N’eût-il pas été plus simple de se contenter de contrôler mes papiers et partant du constat que le virage est dangereux et sans visibilité, considérer que l’infraction routière ne paraissait pas constituée ? La configuration des lieux aurait même justifié une priorité à droite à cet endroit à mon profit…

La policière pas contente était hilare dans son véhicule, avec le sentiment d’avoir trouvé un bon client. Je n’ai pas eu l’impression qu’elle entrait en contradiction avec sa conscience en verbalisant un citoyen courtois et sans histoire dans ces circonstances…

La camionnette chargée de ferraille a poursuivi son chemin sans être inquiétée le moins du monde. On n’a pas cherché à savoir d’où venait la ferraille et s’il était normal de rouler à vive allure à cet endroit en étant ainsi chargé.

Pour faire du chiffre, il était sans doute plus aisé de m’arrêter et de supposer le déroulement d’une scène dont les fliquettes n’avaient vu que la fin et d’où elles avaient supposé que je m’étais engagé à la légère sans marquer le stop.

Tout se passe alors sur téléphone portable et comme quand vous récupérez un colis, la police vous demande de signer un document numérique à la fin du contrôle pour donner votre accord.

Trop content de m’en tirer pour 22 euros, je signe sans faire d’observation…
Mais je signe quoi ?

En vérité, rien n’est indiqué sur le document. En signant, je renonce pourtant à me prévaloir de toute contestation…

On m’annonce que je recevrai ma prune par courrier sous 15 jours, mais je n’ai pas la preuve du contenu du PV auquel j’ai acquiescé. Miracle de la dématérialisation qui permet à la police de faire signer un peu n’importe quoi en mettant la pression et en faisant mine de faire des gestes « commerciaux »…

Je la remercie de sa compréhension. Fliquette me répond qu’elle reconnaît que l’intersection était dangereuse car sans visibilité de part et d’autre, mais insiste sur le fait que j’aurais pu avoir un grave accident et qu’il est donc normal que je reçoive une prune. Pour un peu, c’est pour mon bien que je suis verbalisé.

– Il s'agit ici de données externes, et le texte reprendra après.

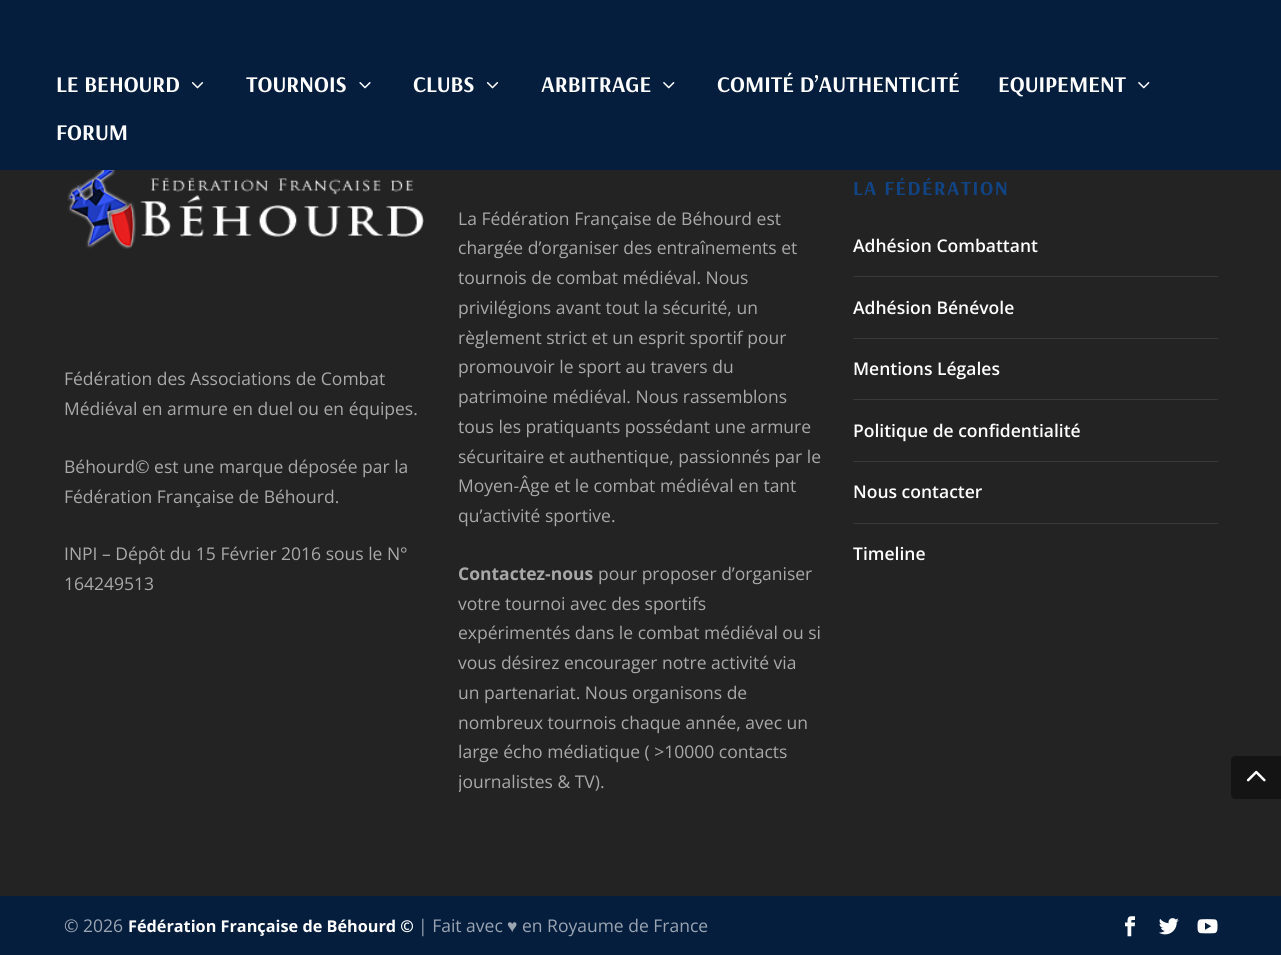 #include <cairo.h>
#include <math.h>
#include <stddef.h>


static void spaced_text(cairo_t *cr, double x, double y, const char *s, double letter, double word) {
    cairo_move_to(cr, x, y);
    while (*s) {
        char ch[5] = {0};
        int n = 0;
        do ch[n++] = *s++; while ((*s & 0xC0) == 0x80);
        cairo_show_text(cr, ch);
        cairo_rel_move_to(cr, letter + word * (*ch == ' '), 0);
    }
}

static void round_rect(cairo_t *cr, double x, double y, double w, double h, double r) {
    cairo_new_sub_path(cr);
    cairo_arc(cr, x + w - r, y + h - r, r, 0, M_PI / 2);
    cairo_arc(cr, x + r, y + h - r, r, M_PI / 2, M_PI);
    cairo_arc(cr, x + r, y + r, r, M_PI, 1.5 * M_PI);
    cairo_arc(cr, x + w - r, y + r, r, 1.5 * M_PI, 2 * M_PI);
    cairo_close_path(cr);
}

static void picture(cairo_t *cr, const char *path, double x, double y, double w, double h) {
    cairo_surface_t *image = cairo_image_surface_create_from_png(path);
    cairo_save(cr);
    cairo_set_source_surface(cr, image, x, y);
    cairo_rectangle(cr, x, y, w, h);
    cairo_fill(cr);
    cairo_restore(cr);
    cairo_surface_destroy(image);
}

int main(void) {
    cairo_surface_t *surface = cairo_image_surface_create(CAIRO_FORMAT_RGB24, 1281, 955);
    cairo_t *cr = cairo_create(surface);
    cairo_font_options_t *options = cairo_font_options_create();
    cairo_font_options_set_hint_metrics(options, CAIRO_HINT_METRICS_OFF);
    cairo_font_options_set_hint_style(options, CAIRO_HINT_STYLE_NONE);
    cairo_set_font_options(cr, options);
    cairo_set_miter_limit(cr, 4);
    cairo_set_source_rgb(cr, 0.137, 0.137, 0.137);
    cairo_paint(cr);
    cairo_set_source_rgb(cr, 0.024, 0.118, 0.243);
    cairo_rectangle(cr, 0, 0, 1281, 170);
    cairo_fill(cr);
    cairo_select_font_face(cr, "Arsenal", CAIRO_FONT_SLANT_NORMAL, CAIRO_FONT_WEIGHT_BOLD);
    cairo_set_font_size(cr, 22.5);
    cairo_set_source_rgb(cr, 1, 1, 1);
    cairo_move_to(cr, 56, 92);
    cairo_show_text(cr, "LE BEHOURD");
    picture(cr, "img1.png", 191, 82, 13, 7);
    cairo_move_to(cr, 246, 92);
    cairo_show_text(cr, "TOURNOIS");
    picture(cr, "img2.png", 359, 82, 12, 7);
    cairo_move_to(cr, 413, 92);
    cairo_show_text(cr, "CLUBS");
    picture(cr, "img1.png", 486, 82, 13, 7);
    cairo_move_to(cr, 541, 92);
    cairo_show_text(cr, "ARBITRAGE");
    picture(cr, "img3.png", 663, 82, 12, 7);
    cairo_move_to(cr, 717, 92);
    cairo_show_text(cr, "COMITÉ D’AUTHENTICITÉ");
    cairo_move_to(cr, 998, 92);
    cairo_show_text(cr, "EQUIPEMENT");
    picture(cr, "img3.png", 1138, 82, 12, 7);
    cairo_move_to(cr, 56, 140);
    cairo_show_text(cr, "FORUM");
    picture(cr, "img4.png", 67, 170, 357, 79);
    cairo_select_font_face(cr, "Open Sans", CAIRO_FONT_SLANT_NORMAL, CAIRO_FONT_WEIGHT_NORMAL);
    cairo_set_font_size(cr, 17.5);
    cairo_set_source_rgb(cr, 0.663, 0.663, 0.663);
    cairo_move_to(cr, 64, 385);
    cairo_show_text(cr, "Fédération des Associations de Combat");
    cairo_move_to(cr, 64, 415);
    cairo_show_text(cr, "Médiéval en armure en duel ou en équipes.");
    cairo_move_to(cr, 64, 473);
    cairo_show_text(cr, "Béhourd© est une marque déposée par la");
    cairo_move_to(cr, 64, 503);
    cairo_show_text(cr, "Fédération Française de Béhourd.");
    cairo_move_to(cr, 64, 560);
    cairo_show_text(cr, "INPI – Dépôt du 15 Février 2016 sous le N°");
    cairo_move_to(cr, 64, 590);
    cairo_show_text(cr, "164249513");
    cairo_move_to(cr, 458, 225);
    cairo_show_text(cr, "La Fédération Française de Béhourd est");
    cairo_move_to(cr, 458, 254);
    cairo_show_text(cr, "chargée d’organiser des entraînements et");
    cairo_move_to(cr, 458, 284);
    cairo_show_text(cr, "tournois de combat médiéval. Nous");
    cairo_move_to(cr, 458, 314);
    cairo_show_text(cr, "privilégions avant tout la sécurité, un");
    cairo_move_to(cr, 458, 344);
    cairo_show_text(cr, "règlement strict et un esprit sportif pour");
    cairo_move_to(cr, 458, 373);
    cairo_show_text(cr, "promouvoir le sport au travers du");
    cairo_move_to(cr, 458, 403);
    cairo_show_text(cr, "patrimoine médiéval. Nous rassemblons");
    cairo_move_to(cr, 458, 433);
    cairo_show_text(cr, "tous les pratiquants possédant une armure");
    cairo_move_to(cr, 458, 463);
    cairo_show_text(cr, "sécuritaire et authentique, passionnés par le");
    cairo_move_to(cr, 458, 492);
    cairo_show_text(cr, "Moyen-Âge et le combat médiéval en tant");
    cairo_move_to(cr, 458, 522);
    cairo_show_text(cr, "qu’activité sportive.");
    cairo_select_font_face(cr, "Open Sans", CAIRO_FONT_SLANT_NORMAL, CAIRO_FONT_WEIGHT_BOLD);
    cairo_move_to(cr, 458, 580);
    cairo_show_text(cr, "Contactez-nous");
    cairo_select_font_face(cr, "Open Sans", CAIRO_FONT_SLANT_NORMAL, CAIRO_FONT_WEIGHT_NORMAL);
    cairo_move_to(cr, 598, 580);
    cairo_show_text(cr, "pour proposer d’organiser");
    cairo_move_to(cr, 458, 610);
    cairo_show_text(cr, "votre tournoi avec des sportifs");
    cairo_move_to(cr, 458, 639);
    cairo_show_text(cr, "expérimentés dans le combat médiéval ou si");
    cairo_move_to(cr, 458, 669);
    cairo_show_text(cr, "vous désirez encourager notre activité via");
    cairo_move_to(cr, 458, 699);
    cairo_show_text(cr, "un partenariat. Nous organisons de");
    cairo_move_to(cr, 458, 729);
    cairo_show_text(cr, "nombreux tournois chaque année, avec un");
    cairo_move_to(cr, 458, 758);
    cairo_show_text(cr, "large écho médiatique ( >10000 contacts");
    cairo_save(cr);
    round_rect(cr, 459, 84, 364, 737, 4);
    cairo_clip(cr);
    cairo_move_to(cr, 458, 788);
    cairo_show_text(cr, "journalistes & TV).");
    cairo_restore(cr);
    cairo_select_font_face(cr, "Arsenal", CAIRO_FONT_SLANT_NORMAL, CAIRO_FONT_WEIGHT_BOLD);
    cairo_set_font_size(cr, 20);
    cairo_set_source_rgb(cr, 0.067, 0.267, 0.522);
    spaced_text(cr, 853, 195, "LA FÉDÉRATION", 1.5, 0);
    cairo_set_source_rgb(cr, 0.224, 0.224, 0.224);
    cairo_rectangle(cr, 853, 276, 365, 1);
    cairo_fill(cr);
    cairo_select_font_face(cr, "Open Sans SemiBold", CAIRO_FONT_SLANT_NORMAL, CAIRO_FONT_WEIGHT_NORMAL);
    cairo_set_font_size(cr, 17.5);
    cairo_set_source_rgb(cr, 1, 1, 1);
    cairo_move_to(cr, 853, 252);
    cairo_show_text(cr, "Adhésion Combattant");
    cairo_set_source_rgb(cr, 0.224, 0.224, 0.224);
    cairo_rectangle(cr, 853, 338, 365, 1);
    cairo_fill(cr);
    cairo_set_source_rgb(cr, 1, 1, 1);
    cairo_move_to(cr, 853, 314);
    cairo_show_text(cr, "Adhésion Bénévole");
    cairo_set_source_rgb(cr, 0.224, 0.224, 0.224);
    cairo_rectangle(cr, 853, 399, 365, 1);
    cairo_fill(cr);
    cairo_set_source_rgb(cr, 1, 1, 1);
    cairo_move_to(cr, 853, 375);
    cairo_show_text(cr, "Mentions Légales");
    cairo_set_source_rgb(cr, 0.224, 0.224, 0.224);
    cairo_rectangle(cr, 853, 461, 365, 1);
    cairo_fill(cr);
    cairo_set_source_rgb(cr, 1, 1, 1);
    cairo_move_to(cr, 853, 437);
    cairo_show_text(cr, "Politique de confidentialité");
    cairo_set_source_rgb(cr, 0.224, 0.224, 0.224);
    cairo_rectangle(cr, 853, 523, 365, 1);
    cairo_fill(cr);
    cairo_set_source_rgb(cr, 1, 1, 1);
    cairo_move_to(cr, 853, 498);
    cairo_show_text(cr, "Nous contacter");
    cairo_move_to(cr, 853, 560);
    cairo_show_text(cr, "Timeline");
    cairo_set_source_rgb(cr, 0.024, 0.118, 0.243);
    cairo_rectangle(cr, 0, 896, 1281, 59);
    cairo_fill(cr);
    cairo_select_font_face(cr, "Open Sans", CAIRO_FONT_SLANT_NORMAL, CAIRO_FONT_WEIGHT_NORMAL);
    cairo_set_source_rgb(cr, 0.608, 0.647, 0.698);
    cairo_move_to(cr, 64, 932);
    cairo_show_text(cr, "© 2026");
    cairo_select_font_face(cr, "Open Sans", CAIRO_FONT_SLANT_NORMAL, CAIRO_FONT_WEIGHT_BOLD);
    cairo_set_font_size(cr, 16.25);
    cairo_set_source_rgb(cr, 1, 1, 1);
    cairo_move_to(cr, 128, 932);
    cairo_show_text(cr, "Fédération Française de Béhourd ©");
    cairo_select_font_face(cr, "Open Sans", CAIRO_FONT_SLANT_NORMAL, CAIRO_FONT_WEIGHT_NORMAL);
    cairo_set_font_size(cr, 17.5);
    cairo_set_source_rgb(cr, 0.608, 0.647, 0.698);
    cairo_move_to(cr, 418, 932);
    cairo_show_text(cr, "| Fait avec");
    cairo_select_font_face(cr, "Liberation Sans", CAIRO_FONT_SLANT_NORMAL, CAIRO_FONT_WEIGHT_NORMAL);
    cairo_move_to(cr, 507, 932);
    cairo_show_text(cr, "♥");
    cairo_select_font_face(cr, "Open Sans", CAIRO_FONT_SLANT_NORMAL, CAIRO_FONT_WEIGHT_NORMAL);
    cairo_move_to(cr, 522, 932);
    cairo_show_text(cr, "en Royaume de France");
    picture(cr, "img5.png", 1125, 916, 10, 21);
    picture(cr, "img6.png", 1159, 918, 20, 17);
    picture(cr, "img7.png", 1197, 919, 21, 15);
    cairo_set_source_rgb(cr, 0.082, 0.082, 0.082);
    cairo_new_path(cr);
    cairo_move_to(cr, 1235, 756);
    cairo_line_to(cr, 1281, 756);
    cairo_line_to(cr, 1281, 799);
    cairo_line_to(cr, 1235, 799);
    cairo_curve_to(cr, 1233, 799, 1231, 797, 1231, 795);
    cairo_line_to(cr, 1231, 760);
    cairo_curve_to(cr, 1231, 758, 1233, 756, 1235, 756);
    cairo_close_path(cr);
    cairo_fill(cr);
    picture(cr, "img8.png", 1246, 770, 20, 12);
    cairo_surface_write_to_png(surface, "page.png");
    cairo_font_options_destroy(options);
    cairo_destroy(cr);
    cairo_surface_destroy(surface);
    return 0;
}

Je reprends la route du retour avec le sentiment d’avoir été pris pour un idiot, et avec pourtant le même sentiment de sympathie pour ceux qui ont choisi ce métier difficile. J’aurai permis à Fliquette d’améliorer sa statistique de criminalité en verbalisant un dangereux citoyen…

Quelle déception quand on a tant de sympathie pour ce métier et cette vocation de la police de devoir subir ce genre d’humiliation. Mais peut-être qu’en Macronie il est normal que l’ordre soit injuste et que faire régner l’ordre, c’est donc faire régner l’injustice. Je ne pense pas prendre la défense de la police de sitôt…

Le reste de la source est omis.